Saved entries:
★ ★ ★
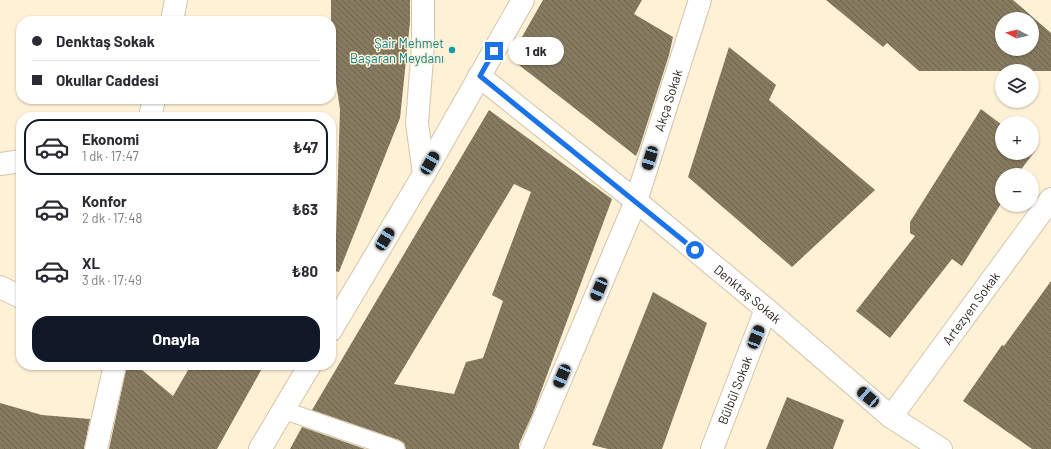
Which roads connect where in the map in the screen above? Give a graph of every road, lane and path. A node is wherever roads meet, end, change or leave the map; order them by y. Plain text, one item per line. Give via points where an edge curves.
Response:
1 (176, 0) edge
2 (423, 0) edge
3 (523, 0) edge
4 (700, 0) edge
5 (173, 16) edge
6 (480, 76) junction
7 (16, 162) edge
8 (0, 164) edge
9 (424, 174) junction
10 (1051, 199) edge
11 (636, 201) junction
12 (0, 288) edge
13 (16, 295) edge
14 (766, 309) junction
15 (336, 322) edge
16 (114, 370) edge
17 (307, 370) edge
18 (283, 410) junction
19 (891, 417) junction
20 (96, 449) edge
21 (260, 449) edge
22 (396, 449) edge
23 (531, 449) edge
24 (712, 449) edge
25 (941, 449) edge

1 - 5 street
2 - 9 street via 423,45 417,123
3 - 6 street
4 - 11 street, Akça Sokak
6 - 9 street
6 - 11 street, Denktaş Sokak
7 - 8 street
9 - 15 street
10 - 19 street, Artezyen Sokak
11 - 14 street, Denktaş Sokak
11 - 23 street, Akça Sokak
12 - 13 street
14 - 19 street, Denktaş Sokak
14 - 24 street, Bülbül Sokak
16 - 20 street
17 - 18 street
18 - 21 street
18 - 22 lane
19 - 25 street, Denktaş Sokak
★ ★ ★
Task statement:
What's needed is an exact copy of every entry, free of pictures.

Result:
Which roads connect where in the map in the screen above? Give a graph of every road, lane and path. A node is wherever roads meet, end, change or leave the map; order them by y. Plain text, one item per line. Give via points where an edge curves.
Response:
1 (176, 0) edge
2 (423, 0) edge
3 (523, 0) edge
4 (700, 0) edge
5 (173, 16) edge
6 (480, 76) junction
7 (16, 162) edge
8 (0, 164) edge
9 (424, 174) junction
10 (1051, 199) edge
11 (636, 201) junction
12 (0, 288) edge
13 (16, 295) edge
14 (766, 309) junction
15 (336, 322) edge
16 (114, 370) edge
17 (307, 370) edge
18 (283, 410) junction
19 (891, 417) junction
20 (96, 449) edge
21 (260, 449) edge
22 (396, 449) edge
23 (531, 449) edge
24 (712, 449) edge
25 (941, 449) edge

1 - 5 street
2 - 9 street via 423,45 417,123
3 - 6 street
4 - 11 street, Akça Sokak
6 - 9 street
6 - 11 street, Denktaş Sokak
7 - 8 street
9 - 15 street
10 - 19 street, Artezyen Sokak
11 - 14 street, Denktaş Sokak
11 - 23 street, Akça Sokak
12 - 13 street
14 - 19 street, Denktaş Sokak
14 - 24 street, Bülbül Sokak
16 - 20 street
17 - 18 street
18 - 21 street
18 - 22 lane
19 - 25 street, Denktaş Sokak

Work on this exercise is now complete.